▶ [Task statement]:
Look through the listing below and report the lines that have the word "Nodes" in them.

---------- Source data ----------

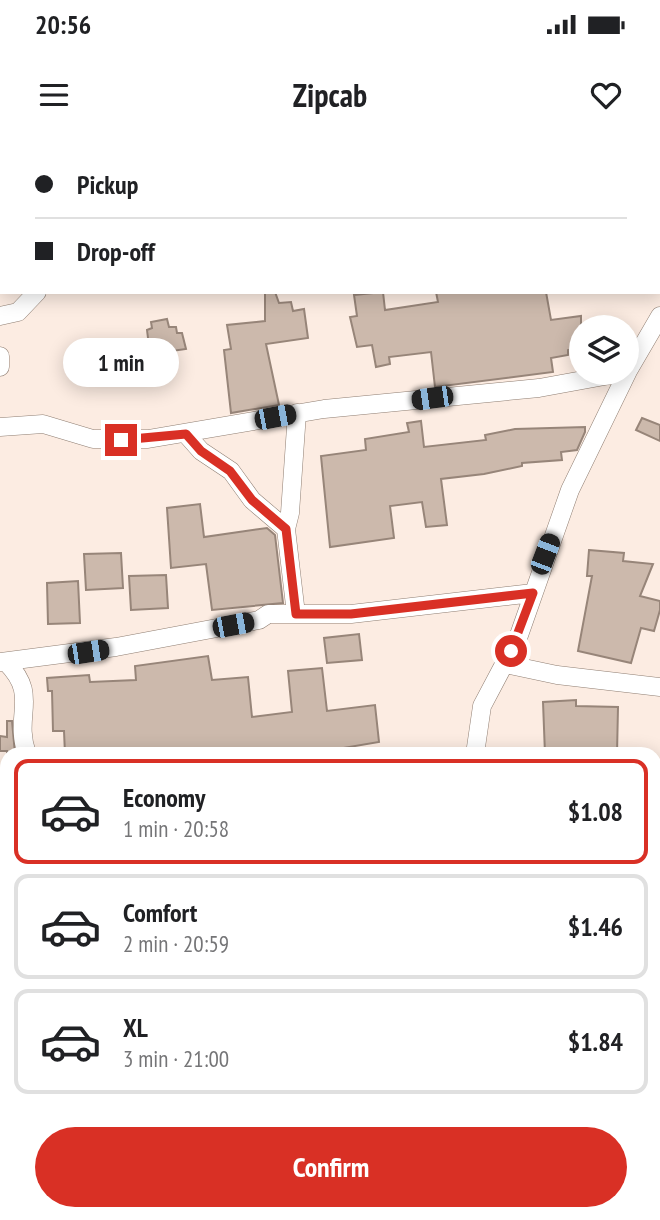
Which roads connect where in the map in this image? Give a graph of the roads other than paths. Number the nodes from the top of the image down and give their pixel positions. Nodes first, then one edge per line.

----------
---------- Source data ----------

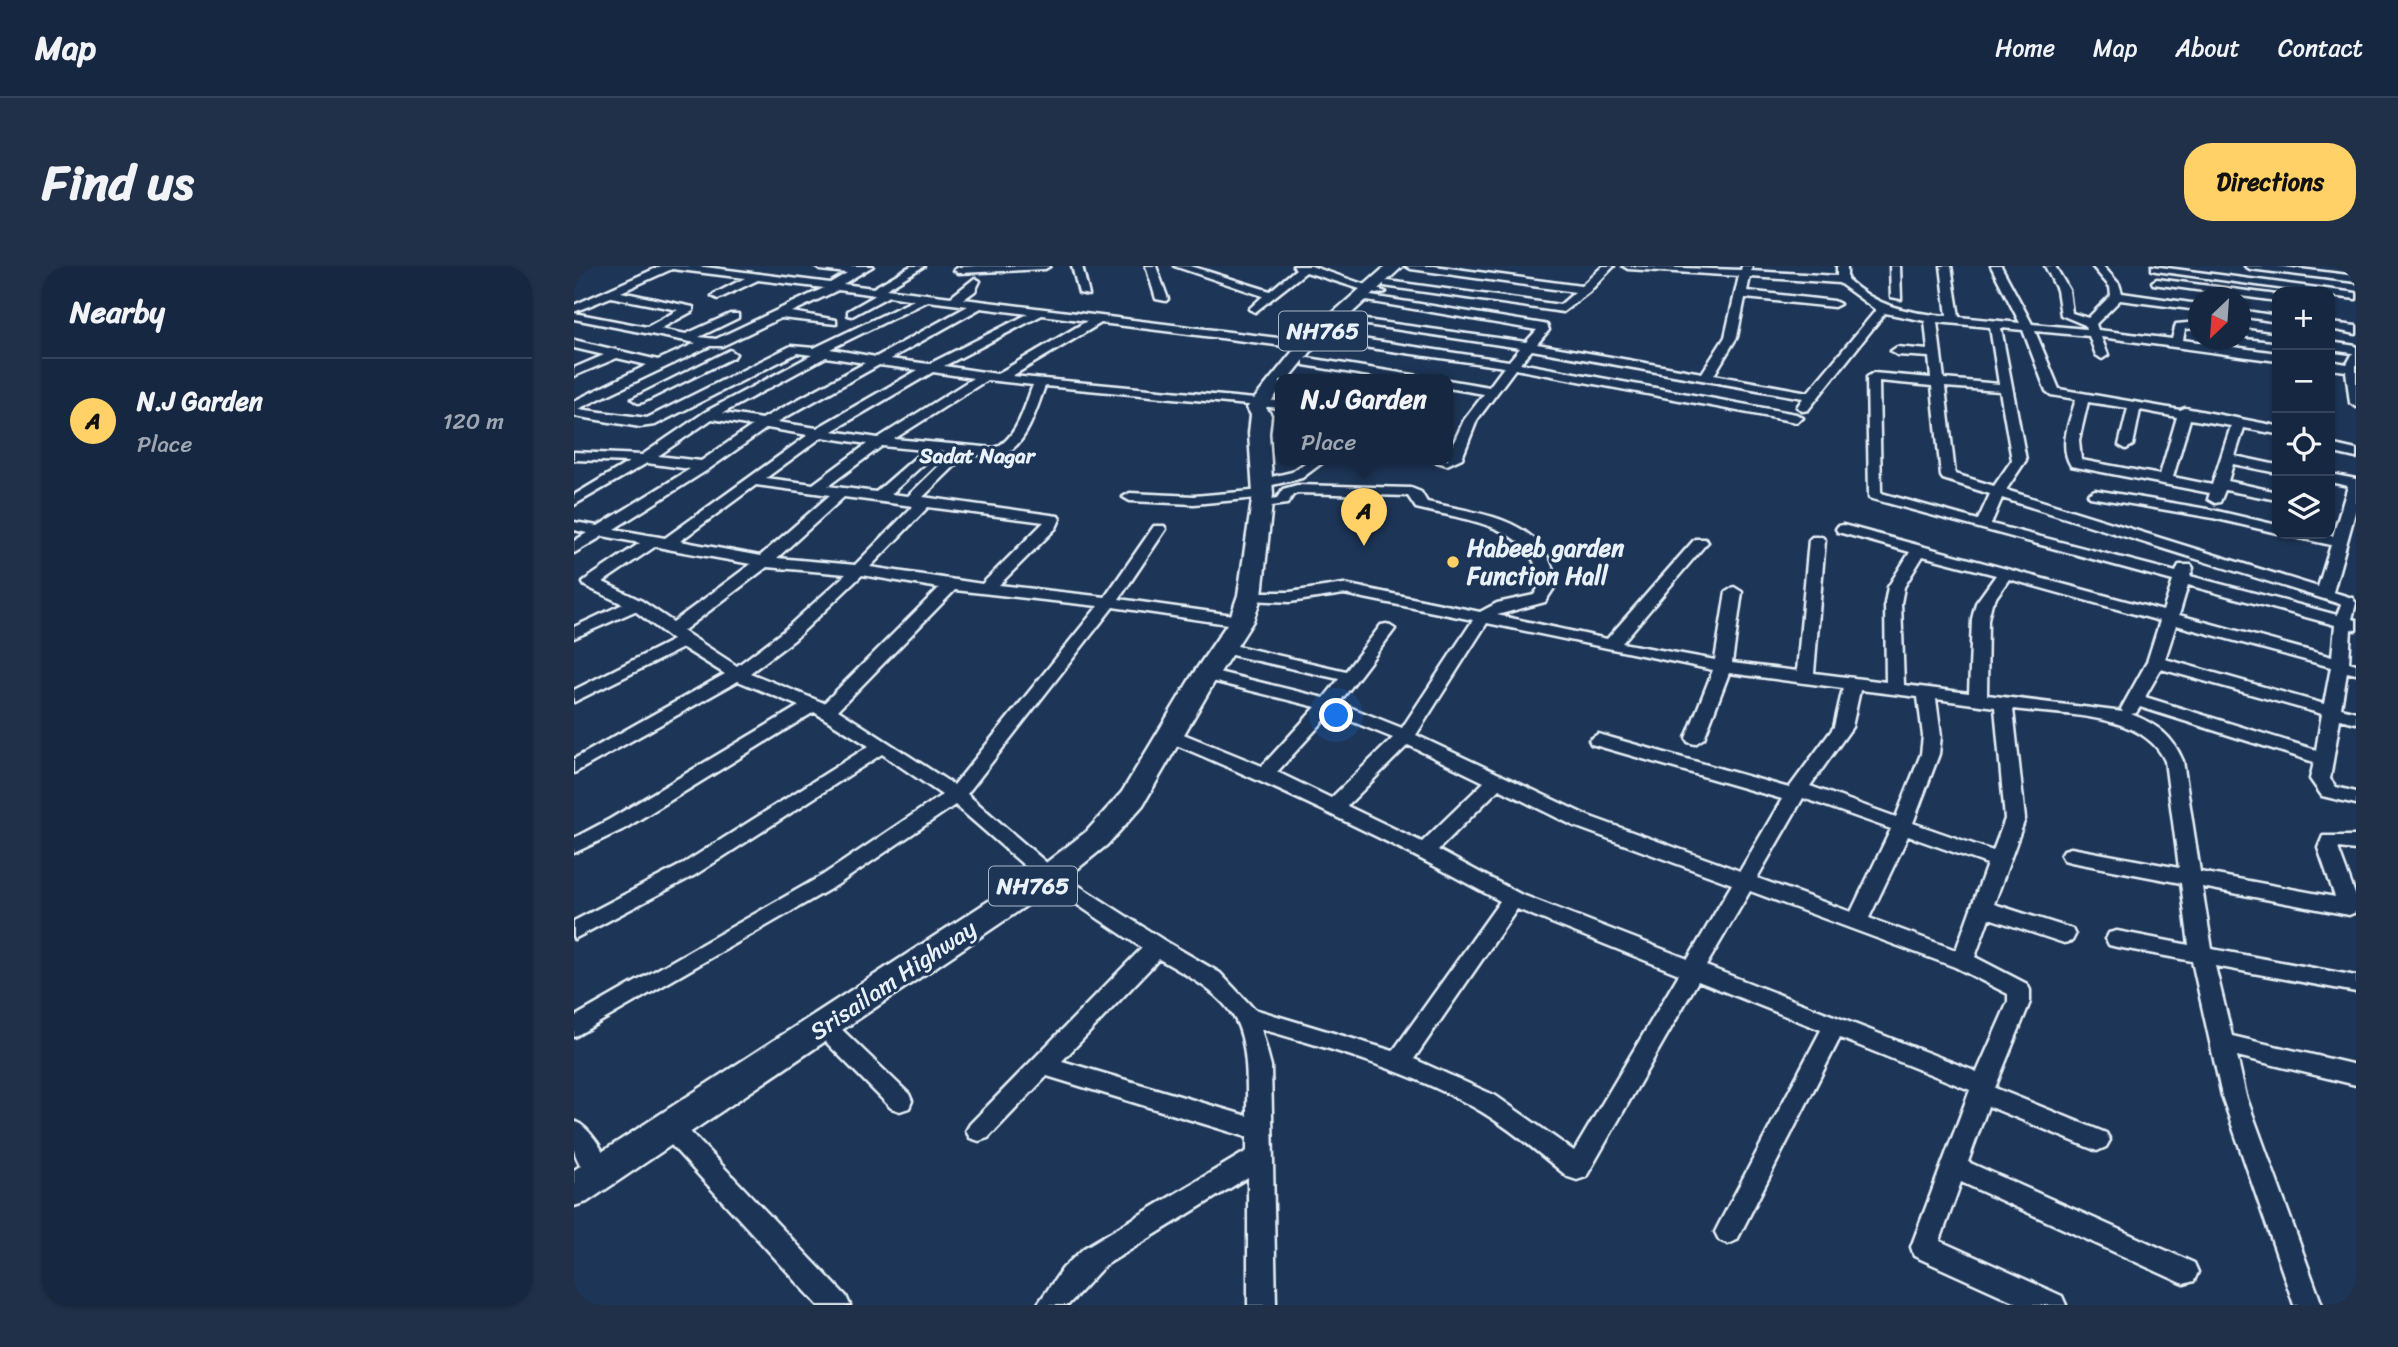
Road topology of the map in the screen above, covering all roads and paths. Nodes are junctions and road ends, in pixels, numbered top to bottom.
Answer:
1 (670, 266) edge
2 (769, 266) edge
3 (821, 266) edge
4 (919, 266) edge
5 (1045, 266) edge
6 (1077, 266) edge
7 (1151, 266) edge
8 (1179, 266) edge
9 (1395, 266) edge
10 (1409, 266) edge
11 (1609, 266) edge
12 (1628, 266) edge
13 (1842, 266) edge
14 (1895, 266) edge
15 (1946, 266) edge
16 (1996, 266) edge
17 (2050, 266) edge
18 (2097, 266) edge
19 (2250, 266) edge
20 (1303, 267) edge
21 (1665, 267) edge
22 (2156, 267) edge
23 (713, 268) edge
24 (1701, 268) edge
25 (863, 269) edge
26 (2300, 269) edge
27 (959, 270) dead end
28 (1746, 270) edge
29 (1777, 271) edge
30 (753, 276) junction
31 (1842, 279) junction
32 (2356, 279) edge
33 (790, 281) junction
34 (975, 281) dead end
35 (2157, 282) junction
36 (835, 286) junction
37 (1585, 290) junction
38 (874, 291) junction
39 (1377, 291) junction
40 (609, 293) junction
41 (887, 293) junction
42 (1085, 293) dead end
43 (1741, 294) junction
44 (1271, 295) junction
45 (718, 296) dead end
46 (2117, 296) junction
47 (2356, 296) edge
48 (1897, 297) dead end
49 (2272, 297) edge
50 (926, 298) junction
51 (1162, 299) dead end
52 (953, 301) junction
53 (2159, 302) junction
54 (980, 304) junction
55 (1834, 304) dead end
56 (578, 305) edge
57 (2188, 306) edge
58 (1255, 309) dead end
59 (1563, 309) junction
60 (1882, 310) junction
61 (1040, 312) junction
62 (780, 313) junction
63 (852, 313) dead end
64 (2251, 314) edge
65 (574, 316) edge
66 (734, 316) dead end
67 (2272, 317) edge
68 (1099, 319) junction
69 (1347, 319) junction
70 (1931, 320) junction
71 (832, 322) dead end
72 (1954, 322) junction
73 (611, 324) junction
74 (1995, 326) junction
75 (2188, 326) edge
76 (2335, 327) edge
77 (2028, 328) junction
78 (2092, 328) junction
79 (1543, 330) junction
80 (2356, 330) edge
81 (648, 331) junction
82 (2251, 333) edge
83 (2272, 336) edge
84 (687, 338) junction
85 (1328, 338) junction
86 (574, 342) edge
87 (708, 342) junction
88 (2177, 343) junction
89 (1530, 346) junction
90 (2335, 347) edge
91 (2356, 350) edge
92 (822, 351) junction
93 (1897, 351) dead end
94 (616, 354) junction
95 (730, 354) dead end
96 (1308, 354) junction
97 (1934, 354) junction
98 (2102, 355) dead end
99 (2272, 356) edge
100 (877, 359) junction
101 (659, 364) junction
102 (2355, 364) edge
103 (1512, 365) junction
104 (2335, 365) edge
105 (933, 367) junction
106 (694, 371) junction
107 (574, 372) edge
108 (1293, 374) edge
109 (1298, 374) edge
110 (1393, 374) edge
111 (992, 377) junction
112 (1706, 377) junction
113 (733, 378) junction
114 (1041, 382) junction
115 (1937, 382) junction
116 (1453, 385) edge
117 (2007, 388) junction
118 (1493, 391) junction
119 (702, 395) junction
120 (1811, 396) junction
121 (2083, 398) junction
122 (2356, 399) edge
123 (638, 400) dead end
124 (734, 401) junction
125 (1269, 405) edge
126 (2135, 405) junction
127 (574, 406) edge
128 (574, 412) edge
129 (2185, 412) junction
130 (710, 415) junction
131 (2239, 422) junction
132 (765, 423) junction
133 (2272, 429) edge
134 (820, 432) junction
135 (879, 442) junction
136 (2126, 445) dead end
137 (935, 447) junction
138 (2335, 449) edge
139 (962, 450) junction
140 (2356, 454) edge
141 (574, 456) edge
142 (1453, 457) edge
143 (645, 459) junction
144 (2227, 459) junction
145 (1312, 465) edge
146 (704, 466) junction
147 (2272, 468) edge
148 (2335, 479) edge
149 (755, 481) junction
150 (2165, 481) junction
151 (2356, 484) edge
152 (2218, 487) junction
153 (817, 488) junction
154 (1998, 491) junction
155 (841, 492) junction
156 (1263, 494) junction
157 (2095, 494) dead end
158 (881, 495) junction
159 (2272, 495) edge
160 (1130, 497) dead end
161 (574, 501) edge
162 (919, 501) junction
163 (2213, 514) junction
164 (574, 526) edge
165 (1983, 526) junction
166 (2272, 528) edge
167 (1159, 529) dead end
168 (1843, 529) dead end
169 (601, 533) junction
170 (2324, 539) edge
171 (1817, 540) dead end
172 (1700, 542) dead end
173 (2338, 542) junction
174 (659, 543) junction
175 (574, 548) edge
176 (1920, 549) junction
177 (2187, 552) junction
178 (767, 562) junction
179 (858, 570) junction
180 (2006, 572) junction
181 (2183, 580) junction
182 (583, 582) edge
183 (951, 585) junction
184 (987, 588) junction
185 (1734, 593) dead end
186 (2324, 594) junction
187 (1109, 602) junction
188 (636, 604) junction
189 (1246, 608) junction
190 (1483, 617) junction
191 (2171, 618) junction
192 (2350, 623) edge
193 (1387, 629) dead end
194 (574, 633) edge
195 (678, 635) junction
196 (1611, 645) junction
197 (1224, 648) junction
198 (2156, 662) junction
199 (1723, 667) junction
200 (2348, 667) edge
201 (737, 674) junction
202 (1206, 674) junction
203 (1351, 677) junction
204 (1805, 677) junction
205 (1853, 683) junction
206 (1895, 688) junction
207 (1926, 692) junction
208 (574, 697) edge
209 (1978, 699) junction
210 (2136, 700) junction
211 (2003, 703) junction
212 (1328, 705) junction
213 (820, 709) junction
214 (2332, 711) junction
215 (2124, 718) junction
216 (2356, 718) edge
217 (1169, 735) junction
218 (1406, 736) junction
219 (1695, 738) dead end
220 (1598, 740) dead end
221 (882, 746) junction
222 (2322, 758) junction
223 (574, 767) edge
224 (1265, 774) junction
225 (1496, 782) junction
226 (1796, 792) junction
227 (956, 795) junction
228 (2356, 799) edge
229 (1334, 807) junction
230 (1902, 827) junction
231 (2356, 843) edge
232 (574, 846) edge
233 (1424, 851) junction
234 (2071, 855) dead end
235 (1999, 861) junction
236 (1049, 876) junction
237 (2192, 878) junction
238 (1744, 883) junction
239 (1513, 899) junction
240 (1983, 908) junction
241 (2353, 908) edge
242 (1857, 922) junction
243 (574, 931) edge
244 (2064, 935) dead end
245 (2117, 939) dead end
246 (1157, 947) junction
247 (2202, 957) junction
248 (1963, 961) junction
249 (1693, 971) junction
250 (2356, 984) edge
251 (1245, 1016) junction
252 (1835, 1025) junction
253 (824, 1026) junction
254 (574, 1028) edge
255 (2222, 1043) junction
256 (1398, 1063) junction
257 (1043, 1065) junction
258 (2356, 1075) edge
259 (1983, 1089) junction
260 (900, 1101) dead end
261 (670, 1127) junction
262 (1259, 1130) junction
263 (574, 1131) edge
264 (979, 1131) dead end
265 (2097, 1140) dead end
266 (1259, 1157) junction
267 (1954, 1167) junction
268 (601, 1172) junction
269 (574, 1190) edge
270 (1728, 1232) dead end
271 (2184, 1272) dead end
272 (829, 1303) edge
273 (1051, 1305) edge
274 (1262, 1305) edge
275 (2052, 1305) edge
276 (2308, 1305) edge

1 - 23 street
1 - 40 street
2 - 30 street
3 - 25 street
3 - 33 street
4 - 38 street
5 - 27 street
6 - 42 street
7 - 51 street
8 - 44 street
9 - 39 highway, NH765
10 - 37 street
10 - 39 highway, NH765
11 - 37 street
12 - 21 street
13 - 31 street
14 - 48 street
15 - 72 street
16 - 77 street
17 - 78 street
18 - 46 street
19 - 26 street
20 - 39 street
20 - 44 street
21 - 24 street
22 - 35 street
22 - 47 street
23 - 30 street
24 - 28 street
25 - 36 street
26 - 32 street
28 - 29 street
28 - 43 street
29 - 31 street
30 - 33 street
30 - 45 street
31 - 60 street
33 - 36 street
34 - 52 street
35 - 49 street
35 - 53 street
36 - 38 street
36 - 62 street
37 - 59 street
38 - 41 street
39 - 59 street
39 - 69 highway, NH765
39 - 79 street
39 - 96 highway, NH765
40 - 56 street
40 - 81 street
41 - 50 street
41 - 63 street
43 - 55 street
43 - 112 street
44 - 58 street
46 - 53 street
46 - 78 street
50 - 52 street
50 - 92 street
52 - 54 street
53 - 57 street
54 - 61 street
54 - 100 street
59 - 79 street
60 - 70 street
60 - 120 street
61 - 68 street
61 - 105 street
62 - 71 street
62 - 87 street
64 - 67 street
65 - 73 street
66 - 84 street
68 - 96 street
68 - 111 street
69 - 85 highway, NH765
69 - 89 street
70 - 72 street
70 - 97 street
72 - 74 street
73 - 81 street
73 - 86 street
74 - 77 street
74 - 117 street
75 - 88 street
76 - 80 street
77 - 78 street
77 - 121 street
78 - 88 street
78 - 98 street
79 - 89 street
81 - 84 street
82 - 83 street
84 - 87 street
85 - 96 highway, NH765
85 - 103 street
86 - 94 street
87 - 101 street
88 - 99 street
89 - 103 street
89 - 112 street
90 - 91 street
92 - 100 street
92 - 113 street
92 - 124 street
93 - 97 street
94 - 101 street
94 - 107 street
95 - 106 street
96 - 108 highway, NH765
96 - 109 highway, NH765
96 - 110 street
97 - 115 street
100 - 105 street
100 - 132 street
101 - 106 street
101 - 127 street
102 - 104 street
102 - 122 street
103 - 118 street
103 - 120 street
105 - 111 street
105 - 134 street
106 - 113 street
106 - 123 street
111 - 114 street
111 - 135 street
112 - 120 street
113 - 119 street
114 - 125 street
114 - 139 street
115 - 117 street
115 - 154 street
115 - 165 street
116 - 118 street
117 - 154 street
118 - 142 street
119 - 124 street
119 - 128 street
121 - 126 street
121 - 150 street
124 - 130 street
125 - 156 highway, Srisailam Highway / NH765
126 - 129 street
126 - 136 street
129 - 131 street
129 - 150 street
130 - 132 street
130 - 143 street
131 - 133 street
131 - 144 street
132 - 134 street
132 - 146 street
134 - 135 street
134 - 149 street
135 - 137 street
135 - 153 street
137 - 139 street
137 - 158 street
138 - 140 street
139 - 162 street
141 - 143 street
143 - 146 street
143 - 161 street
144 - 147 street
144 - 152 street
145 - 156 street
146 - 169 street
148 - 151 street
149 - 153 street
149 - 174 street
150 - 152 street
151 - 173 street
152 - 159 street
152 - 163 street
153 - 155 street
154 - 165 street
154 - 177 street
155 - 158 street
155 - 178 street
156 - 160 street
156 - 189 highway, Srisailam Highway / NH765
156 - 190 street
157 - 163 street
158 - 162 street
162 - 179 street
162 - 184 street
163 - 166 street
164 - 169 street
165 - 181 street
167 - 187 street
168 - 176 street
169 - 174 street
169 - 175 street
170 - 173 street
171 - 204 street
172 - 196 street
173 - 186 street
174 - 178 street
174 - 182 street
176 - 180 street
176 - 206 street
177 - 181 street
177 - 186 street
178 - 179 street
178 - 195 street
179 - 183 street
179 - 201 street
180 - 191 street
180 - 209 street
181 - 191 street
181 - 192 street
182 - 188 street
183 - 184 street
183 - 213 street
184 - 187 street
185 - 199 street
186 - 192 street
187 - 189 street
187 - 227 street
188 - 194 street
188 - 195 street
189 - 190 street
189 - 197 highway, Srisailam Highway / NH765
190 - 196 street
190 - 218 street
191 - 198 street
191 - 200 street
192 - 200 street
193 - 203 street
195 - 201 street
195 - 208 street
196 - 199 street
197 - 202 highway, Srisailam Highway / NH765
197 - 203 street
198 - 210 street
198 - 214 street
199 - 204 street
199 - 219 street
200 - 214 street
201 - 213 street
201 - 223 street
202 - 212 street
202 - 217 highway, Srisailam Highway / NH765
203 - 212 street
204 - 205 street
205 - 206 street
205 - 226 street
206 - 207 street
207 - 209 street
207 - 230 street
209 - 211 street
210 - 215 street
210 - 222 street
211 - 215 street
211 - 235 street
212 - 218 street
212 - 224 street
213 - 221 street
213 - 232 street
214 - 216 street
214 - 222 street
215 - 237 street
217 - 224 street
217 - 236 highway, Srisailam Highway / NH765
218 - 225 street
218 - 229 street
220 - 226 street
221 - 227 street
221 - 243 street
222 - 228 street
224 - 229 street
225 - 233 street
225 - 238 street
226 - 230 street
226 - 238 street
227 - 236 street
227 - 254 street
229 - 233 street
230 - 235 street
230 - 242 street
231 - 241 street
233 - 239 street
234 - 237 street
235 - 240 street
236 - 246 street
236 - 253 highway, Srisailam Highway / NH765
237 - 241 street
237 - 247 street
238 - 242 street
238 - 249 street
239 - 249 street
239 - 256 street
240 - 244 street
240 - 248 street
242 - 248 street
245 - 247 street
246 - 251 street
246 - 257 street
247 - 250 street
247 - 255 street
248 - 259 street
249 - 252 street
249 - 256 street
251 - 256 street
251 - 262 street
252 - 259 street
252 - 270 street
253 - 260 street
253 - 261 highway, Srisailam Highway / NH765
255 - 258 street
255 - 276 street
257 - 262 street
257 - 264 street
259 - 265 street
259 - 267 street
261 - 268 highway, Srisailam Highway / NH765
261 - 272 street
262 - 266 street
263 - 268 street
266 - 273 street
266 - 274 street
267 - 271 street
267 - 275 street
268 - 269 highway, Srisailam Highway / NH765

----------

▶ [Exercise answer]:
Which roads connect where in the map in this image? Give a graph of the roads other than paths. Number the nodes from the top of the image down and give their pixel positions. Nodes first, then one edge per line.
Road topology of the map in the screen above, covering all roads and paths. Nodes are junctions and road ends, in pixels, numbered top to bottom.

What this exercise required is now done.